Task: In the material below, find each line with the word "connectivity" and copy it.

━━ Given records ━━

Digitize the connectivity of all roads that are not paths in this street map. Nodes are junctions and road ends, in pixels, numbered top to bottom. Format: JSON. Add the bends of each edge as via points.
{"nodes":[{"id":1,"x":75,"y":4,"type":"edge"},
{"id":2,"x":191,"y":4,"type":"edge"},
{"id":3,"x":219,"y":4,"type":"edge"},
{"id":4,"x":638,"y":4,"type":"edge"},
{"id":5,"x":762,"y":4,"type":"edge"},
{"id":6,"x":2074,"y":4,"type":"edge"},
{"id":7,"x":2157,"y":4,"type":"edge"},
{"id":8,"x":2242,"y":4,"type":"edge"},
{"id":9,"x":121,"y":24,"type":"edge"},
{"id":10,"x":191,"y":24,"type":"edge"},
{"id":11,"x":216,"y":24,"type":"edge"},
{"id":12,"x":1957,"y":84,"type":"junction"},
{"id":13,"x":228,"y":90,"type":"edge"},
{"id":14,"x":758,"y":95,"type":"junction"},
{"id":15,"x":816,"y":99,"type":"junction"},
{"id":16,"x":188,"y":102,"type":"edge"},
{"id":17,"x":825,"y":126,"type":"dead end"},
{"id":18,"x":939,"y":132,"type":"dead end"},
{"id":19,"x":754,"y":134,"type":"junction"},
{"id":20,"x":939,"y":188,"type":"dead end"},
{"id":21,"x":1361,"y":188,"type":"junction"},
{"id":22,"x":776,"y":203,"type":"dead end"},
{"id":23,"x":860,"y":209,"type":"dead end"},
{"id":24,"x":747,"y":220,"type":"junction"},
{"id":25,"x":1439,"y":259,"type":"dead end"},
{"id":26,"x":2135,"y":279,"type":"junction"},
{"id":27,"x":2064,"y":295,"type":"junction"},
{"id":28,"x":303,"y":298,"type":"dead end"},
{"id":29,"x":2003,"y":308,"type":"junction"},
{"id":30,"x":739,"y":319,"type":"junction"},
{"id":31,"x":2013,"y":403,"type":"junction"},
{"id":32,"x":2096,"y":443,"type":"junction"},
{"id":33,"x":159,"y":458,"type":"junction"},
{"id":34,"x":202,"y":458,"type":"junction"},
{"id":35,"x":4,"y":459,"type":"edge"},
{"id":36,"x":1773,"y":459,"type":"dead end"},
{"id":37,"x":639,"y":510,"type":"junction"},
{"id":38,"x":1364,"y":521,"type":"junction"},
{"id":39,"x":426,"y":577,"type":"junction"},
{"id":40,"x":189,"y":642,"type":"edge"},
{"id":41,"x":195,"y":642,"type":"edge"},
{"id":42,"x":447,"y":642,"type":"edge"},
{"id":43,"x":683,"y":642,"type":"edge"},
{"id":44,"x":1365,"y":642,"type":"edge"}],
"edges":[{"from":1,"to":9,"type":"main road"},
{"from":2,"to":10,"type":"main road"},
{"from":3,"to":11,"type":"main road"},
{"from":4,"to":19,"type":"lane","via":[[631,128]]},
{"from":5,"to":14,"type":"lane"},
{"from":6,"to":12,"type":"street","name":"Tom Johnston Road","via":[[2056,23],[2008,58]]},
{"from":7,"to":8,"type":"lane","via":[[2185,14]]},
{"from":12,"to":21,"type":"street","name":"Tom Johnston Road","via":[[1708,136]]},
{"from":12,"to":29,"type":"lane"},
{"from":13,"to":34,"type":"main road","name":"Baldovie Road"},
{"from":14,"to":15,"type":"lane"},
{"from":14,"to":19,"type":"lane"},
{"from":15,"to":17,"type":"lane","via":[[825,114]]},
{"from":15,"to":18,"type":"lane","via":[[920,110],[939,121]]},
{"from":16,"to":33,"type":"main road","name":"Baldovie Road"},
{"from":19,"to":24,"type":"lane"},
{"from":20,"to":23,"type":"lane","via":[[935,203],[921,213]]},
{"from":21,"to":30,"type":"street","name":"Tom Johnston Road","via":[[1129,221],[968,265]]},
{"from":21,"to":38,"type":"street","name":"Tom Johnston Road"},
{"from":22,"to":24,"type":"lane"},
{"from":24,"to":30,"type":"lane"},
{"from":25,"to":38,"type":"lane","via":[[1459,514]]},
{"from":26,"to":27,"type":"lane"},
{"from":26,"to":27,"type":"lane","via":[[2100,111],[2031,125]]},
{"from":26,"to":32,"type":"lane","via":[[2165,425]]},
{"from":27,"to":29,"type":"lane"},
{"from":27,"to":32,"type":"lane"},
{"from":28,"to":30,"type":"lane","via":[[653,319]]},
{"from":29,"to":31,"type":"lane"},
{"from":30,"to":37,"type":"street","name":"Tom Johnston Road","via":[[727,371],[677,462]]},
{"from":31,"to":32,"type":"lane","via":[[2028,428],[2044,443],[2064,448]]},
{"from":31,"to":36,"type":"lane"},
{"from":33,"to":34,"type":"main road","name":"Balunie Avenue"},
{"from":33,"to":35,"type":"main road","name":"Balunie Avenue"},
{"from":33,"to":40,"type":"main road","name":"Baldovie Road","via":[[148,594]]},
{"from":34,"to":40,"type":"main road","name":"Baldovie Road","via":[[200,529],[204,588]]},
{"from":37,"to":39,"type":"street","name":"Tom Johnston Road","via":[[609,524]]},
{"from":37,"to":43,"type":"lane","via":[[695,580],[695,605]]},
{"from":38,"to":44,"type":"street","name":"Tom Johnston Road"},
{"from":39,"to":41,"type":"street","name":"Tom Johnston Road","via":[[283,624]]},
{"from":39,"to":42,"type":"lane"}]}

━━━
━━ Given records ━━

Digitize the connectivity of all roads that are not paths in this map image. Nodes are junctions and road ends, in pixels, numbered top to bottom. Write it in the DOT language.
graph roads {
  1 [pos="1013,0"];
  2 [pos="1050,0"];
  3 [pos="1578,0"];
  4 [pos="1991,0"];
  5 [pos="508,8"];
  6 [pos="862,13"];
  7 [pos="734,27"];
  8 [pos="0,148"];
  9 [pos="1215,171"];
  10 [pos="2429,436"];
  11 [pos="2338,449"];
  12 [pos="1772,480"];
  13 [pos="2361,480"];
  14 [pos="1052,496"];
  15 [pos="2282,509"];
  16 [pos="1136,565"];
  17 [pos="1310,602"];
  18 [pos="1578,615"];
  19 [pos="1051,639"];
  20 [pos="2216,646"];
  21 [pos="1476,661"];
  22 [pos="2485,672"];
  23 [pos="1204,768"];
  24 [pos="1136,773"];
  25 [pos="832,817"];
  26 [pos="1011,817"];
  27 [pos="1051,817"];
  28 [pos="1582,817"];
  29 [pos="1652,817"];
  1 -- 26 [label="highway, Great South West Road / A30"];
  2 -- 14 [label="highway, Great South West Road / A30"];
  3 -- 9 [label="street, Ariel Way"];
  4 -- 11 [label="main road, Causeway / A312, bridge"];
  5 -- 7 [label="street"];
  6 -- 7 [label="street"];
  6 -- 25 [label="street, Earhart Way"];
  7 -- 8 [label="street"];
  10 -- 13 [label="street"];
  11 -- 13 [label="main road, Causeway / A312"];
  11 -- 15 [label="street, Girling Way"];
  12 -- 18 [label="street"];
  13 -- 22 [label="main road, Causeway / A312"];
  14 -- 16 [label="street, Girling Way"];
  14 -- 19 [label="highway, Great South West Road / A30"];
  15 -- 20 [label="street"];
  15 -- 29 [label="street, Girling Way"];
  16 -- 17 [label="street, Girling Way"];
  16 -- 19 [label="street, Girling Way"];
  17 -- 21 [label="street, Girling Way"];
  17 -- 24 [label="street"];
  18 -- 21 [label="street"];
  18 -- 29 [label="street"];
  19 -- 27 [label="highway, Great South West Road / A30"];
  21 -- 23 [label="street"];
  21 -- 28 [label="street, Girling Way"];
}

━━━

Answer to the exercise:
Digitize the connectivity of all roads that are not paths in this street map. Nodes are junctions and road ends, in pixels, numbered top to bottom. Format: JSON. Add the bends of each edge as via points.
Digitize the connectivity of all roads that are not paths in this map image. Nodes are junctions and road ends, in pixels, numbered top to bottom. Write it in the DOT language.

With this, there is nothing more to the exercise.